AB050. SOH22ABS020. Early post-operative outcomes for patients on immunosuppression undergoing primary bariatric surgery
General Session I

AB050. SOH22ABS020. Early post-operative outcomes for patients on immunosuppression undergoing primary bariatric surgery

Caroline Brogan1, Emma Kearns2, Naomi Fearon2, Kin Cheung Ng2, Helen Heneghan2,3

1UCD School of Medicine and Medical Science, University College Dublin, Belfield, Dublin, Ireland; 2National Bariatric Centre, St. Vincent’s University Hospital, Dublin, Ireland; 3University College Dublin, National Bariatric Centre, Dublin, Ireland


Background: There is a paucity of data regarding the effects of immunosuppressants on bariatric surgery outcomes. The primary aim was to evaluate 30-day morbidity and mortality in immunosuppressed patients undergoing bariatric surgery. Secondary aims included adherence to an enhanced recovery after bariatric surgery (ERABS) protocol and weight loss outcomes.

Methods: A prospectively maintained database of patients undergoing bariatric surgery between August 2017-April 2020 was used to identify patients who were taking immunosuppressant medications preoperatively. Their clinical data were compared to patients not taking immunosuppressants.

Results: A total of 183 patients underwent primary bariatric surgery, 10 (5.5%) were taking immunosuppressive medication [glucocorticoids (n=1), methotrexate (n=4), and a combination of monoclonal antibody and methotrexate (n=5)]. The mean age was similar between groups (47 years versus 49 years), as was the mean preoperative weight and body mass index (BMI) (135.44±24 vs. 147.48±33.5 kg and 59.9±5.5 vs. 51.8±9.3 kg/m2). There was no 30-day mortality. The overall 30-day morbidity was 10.9%. No significant difference in morbidity between the immunosuppressed and non-immunosuppressed group was observed (P=0.91).
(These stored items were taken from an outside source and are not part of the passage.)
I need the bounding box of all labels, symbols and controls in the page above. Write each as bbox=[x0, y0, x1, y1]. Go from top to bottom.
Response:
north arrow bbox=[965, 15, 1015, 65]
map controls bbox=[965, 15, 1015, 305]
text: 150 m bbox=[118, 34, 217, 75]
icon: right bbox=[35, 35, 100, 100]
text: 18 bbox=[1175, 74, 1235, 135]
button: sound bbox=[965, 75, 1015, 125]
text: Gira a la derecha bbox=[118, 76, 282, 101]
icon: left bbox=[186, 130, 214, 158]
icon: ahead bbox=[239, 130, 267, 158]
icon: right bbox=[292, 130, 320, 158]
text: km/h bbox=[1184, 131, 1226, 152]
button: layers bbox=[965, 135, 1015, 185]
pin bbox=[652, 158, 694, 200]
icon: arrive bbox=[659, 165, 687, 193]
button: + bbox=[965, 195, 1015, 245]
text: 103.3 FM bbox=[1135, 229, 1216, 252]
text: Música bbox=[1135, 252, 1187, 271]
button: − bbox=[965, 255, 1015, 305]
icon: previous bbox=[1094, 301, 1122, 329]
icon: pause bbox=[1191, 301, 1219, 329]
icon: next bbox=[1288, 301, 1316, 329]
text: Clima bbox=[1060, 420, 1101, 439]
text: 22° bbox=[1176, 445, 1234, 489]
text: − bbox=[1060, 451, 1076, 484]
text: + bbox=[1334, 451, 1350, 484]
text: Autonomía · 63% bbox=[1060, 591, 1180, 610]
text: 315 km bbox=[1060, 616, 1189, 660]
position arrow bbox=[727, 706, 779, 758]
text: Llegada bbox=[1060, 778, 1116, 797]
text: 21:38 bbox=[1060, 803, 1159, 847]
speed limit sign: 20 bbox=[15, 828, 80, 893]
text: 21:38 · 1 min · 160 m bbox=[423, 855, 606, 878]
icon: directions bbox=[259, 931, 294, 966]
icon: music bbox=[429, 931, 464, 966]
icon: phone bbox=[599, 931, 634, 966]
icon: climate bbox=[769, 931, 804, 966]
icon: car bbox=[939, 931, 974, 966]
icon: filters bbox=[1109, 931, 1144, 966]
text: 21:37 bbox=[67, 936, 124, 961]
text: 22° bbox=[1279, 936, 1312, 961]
The median length of stay was 2 days in both groups. Readmission rates and re-operation rates were 6.94% and 4.62% in the non-immunosuppressed group compared to 0% in the immunosuppressed group. The mean 6-month weight loss was comparable in both groups.

Conclusions: This small series suggests that patients on immunosuppression are not at increased risk of morbidity or mortality after bariatric surgery, and have comparable weight loss outcomes.
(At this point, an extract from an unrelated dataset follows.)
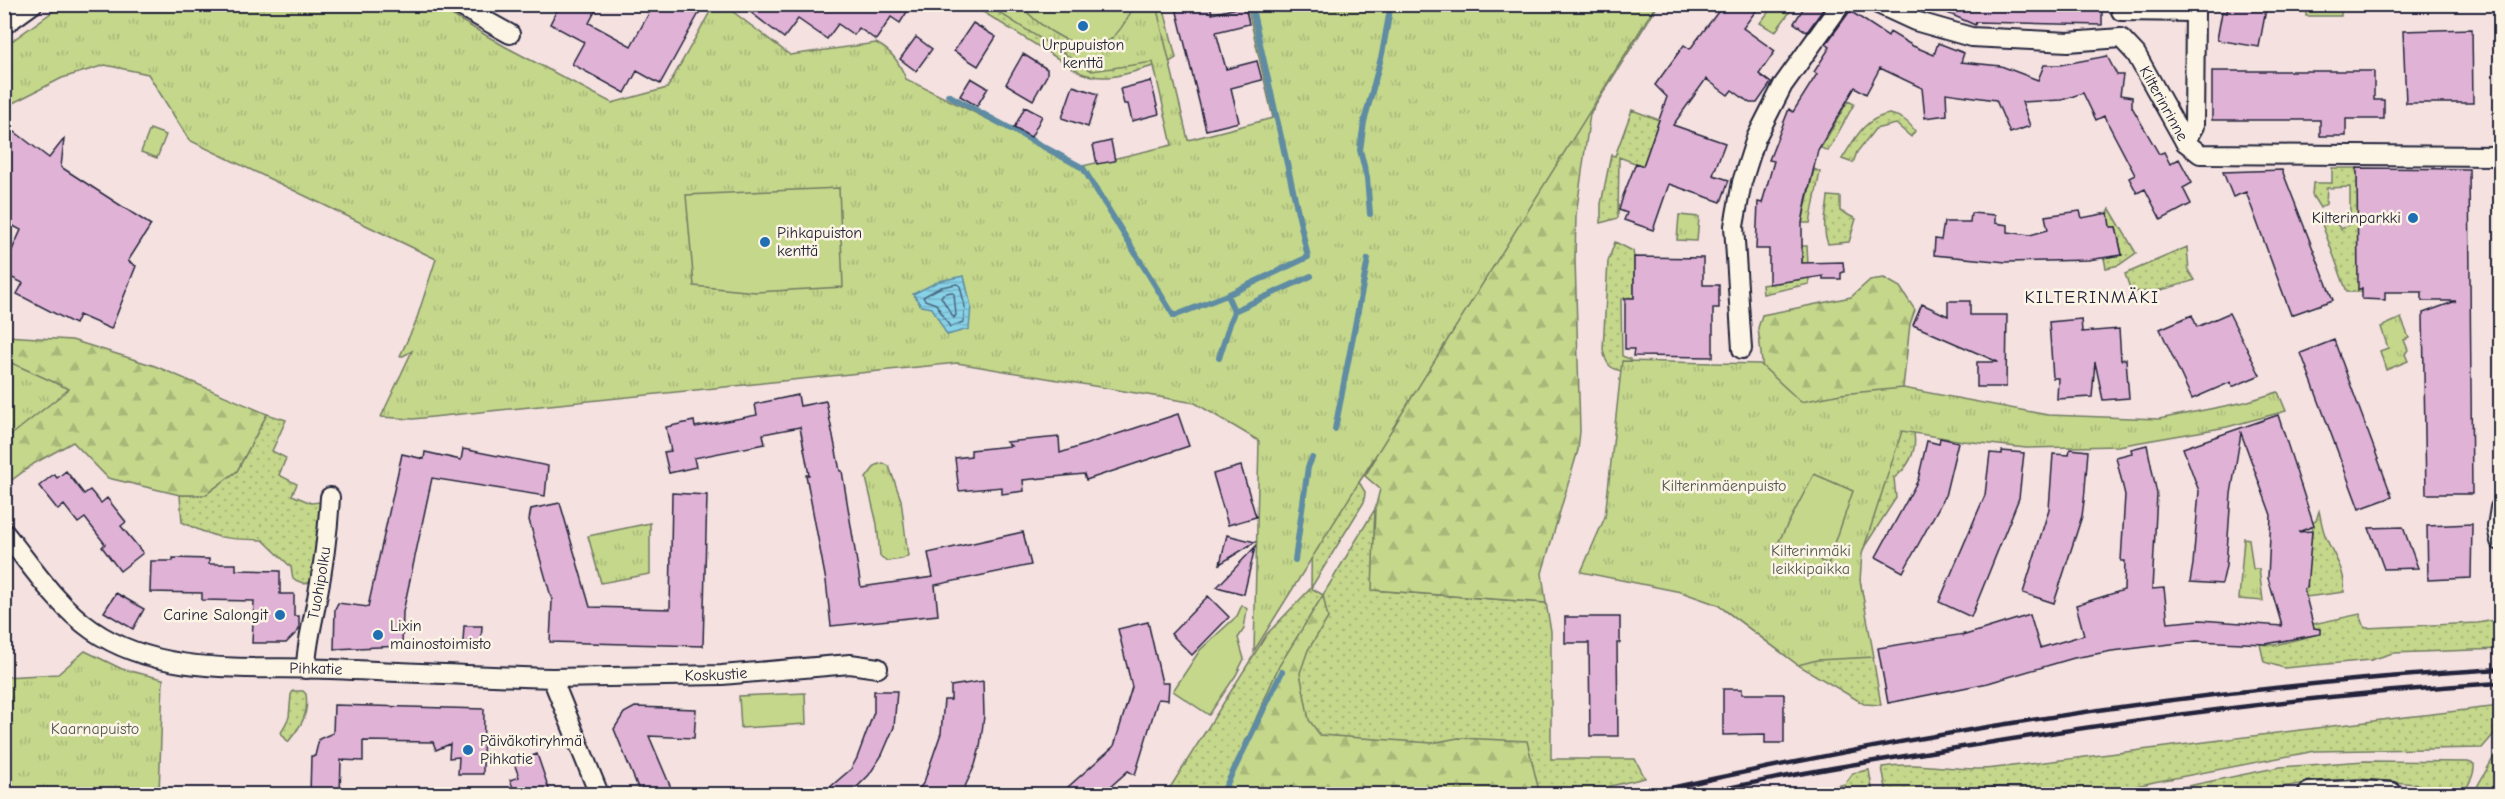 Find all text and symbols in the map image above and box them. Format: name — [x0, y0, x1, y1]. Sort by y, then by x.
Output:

Keywords: Enhanced recovery after bariatric surgery (ERABS); immunosuppression; post operative outcomes, primary bariatric surgery; weight loss


Acknowledgments

Funding: None.


Footnote

Conflicts of Interest: The authors have no conflicts of interest to declare.

Ethical Statement: The authors are accountable for all aspects of the work in ensuring that questions related to the accuracy or integrity of any part of the work are appropriately investigated and resolved.

Open Access Statement: This is an Open Access article distributed in accordance with the Creative Commons Attribution-NonCommercial-NoDerivs 4.0 International License (CC BY-NC-ND 4.0), which permits the non-commercial replication and distribution of the article with the strict proviso that no changes or edits are made and the original work is properly cited (including links to both the formal publication through the relevant DOI and the license). See: https://creativecommons.org/licenses/by-nc-nd/4.0/.


doi: 10.21037/map-22-ab050
Cite this abstract as: Brogan C, Kearns E, Fearon N, Ng KC, Heneghan H. AB050. SOH22ABS020. Early post-operative outcomes for patients on immunosuppression undergoing primary bariatric surgery. Mesentery Peritoneum 2022;6:AB050.